Telegram channels' posts aggregator

🚧 ...Work in progress... 🚧

📩 📭 Aggregates posts from your telegram channel(s) assigned to your bot(s), filters the data, saves it into MongoDB & renders the data using React (see the client folder).

Features & Technologies 💡

telegraf.js
cheerio
sync-request but consider then-request
normalize-url
@multifeed_edge_bot to aggregate and redirect messages from a set of channels
ElasticSearch
monstache
Docker Hub Registry
Traefik
Self-hosted Drone.io: CI/CD Tool
Telegram

Installation

See server/README.md & client/README.md files for the detailed installation steps.

The big picture of CI/CD

_{Figure 1. CI/CD step-by-step.}

The setup of Continuous Deployment and prerequisites

My set-up is a healthy combination of the containers arranged into a Docker Swarm Stack, the Docker Hub Registry's with automated builds, Traefik (v2) and the self-hosted lightweight container-native CI/CD platform called Drone.io with couple of plugins.

Docker Hub's Automated Builds vs GitHub Actions

The set-up is somewhat similar to the one presented in this post, The post outlines a CI/CD pipeline entirely based on GitHub Actions and on some bash scripts, executed via SSH on a VPS. Besides the redundant configuration of the Docker Hub's secrets and the recurring logins to Docker Hub, author hard-codes a deployment webhook in the deploy step of the pipeline, i.e. a curl POST request to his own custom endpoint. His solution is a bit over-engineered, though, it allows to control things manually, and useful if you're planning to stick to GitHub Actions.

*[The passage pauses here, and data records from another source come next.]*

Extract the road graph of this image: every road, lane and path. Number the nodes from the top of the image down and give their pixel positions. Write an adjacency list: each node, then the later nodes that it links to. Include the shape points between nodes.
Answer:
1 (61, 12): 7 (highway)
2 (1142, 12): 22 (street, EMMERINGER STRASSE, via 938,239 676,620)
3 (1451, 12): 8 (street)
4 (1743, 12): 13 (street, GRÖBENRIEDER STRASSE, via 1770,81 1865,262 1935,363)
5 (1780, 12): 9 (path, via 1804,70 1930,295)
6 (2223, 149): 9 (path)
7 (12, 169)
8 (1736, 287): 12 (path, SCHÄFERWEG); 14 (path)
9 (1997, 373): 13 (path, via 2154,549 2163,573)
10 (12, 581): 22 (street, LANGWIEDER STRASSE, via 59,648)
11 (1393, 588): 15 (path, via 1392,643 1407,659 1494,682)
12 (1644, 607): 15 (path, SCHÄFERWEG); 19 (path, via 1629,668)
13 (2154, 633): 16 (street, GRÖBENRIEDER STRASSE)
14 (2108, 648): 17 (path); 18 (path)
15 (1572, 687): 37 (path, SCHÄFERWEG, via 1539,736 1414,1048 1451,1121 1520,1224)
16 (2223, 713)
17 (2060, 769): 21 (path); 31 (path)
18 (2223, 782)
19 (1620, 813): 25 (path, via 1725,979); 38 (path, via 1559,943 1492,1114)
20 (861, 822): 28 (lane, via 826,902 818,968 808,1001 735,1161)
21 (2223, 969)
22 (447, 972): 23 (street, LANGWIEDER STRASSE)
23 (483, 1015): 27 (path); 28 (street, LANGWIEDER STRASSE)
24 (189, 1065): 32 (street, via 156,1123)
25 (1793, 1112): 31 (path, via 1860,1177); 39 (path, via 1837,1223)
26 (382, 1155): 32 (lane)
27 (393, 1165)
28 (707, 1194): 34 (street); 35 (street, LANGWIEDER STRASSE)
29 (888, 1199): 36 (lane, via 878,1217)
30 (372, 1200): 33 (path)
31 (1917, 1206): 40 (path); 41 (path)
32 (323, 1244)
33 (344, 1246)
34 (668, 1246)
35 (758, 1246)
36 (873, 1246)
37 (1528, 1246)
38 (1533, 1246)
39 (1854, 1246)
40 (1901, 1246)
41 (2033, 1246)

If you connect your Docker Hub account with a GitHub repository you actually don't need to configure any additional secrets in GitHub, nor use any GitHub Actions or any commands to build & push your containers (step 5 in the Figure 1). With a pre-configured automated build for each stack (or even for each microservice, coming from another repository), Docker Hub Registry (re-)builds and (re-)places the required containers by itself, provided there was a push event (step 1).

An automated build avoids the manual work of building, tagging and pushing Docker images. It also makes it easier to keep the code in your images in sync with the code in your version control system. Lastly there are some important security benefits if you rebuild your images regularly to incorporate security updates. Source: Why use an automated build?

For instance, I have two containers in the current GitHub repository with the corresponding Dockerfiles for the frontend and for the backend: ./client/Dockerfile.prod and ./server/Dockerfile.prod. The example configuration of the frontend's container is shown in the image below:

_{Figure 2. Automated docker build: frontend container's configuration.}

These two containers are (re-)built and saved in the Docker Hub Registry every time I push new changes to the repository, these microservices were pushed to.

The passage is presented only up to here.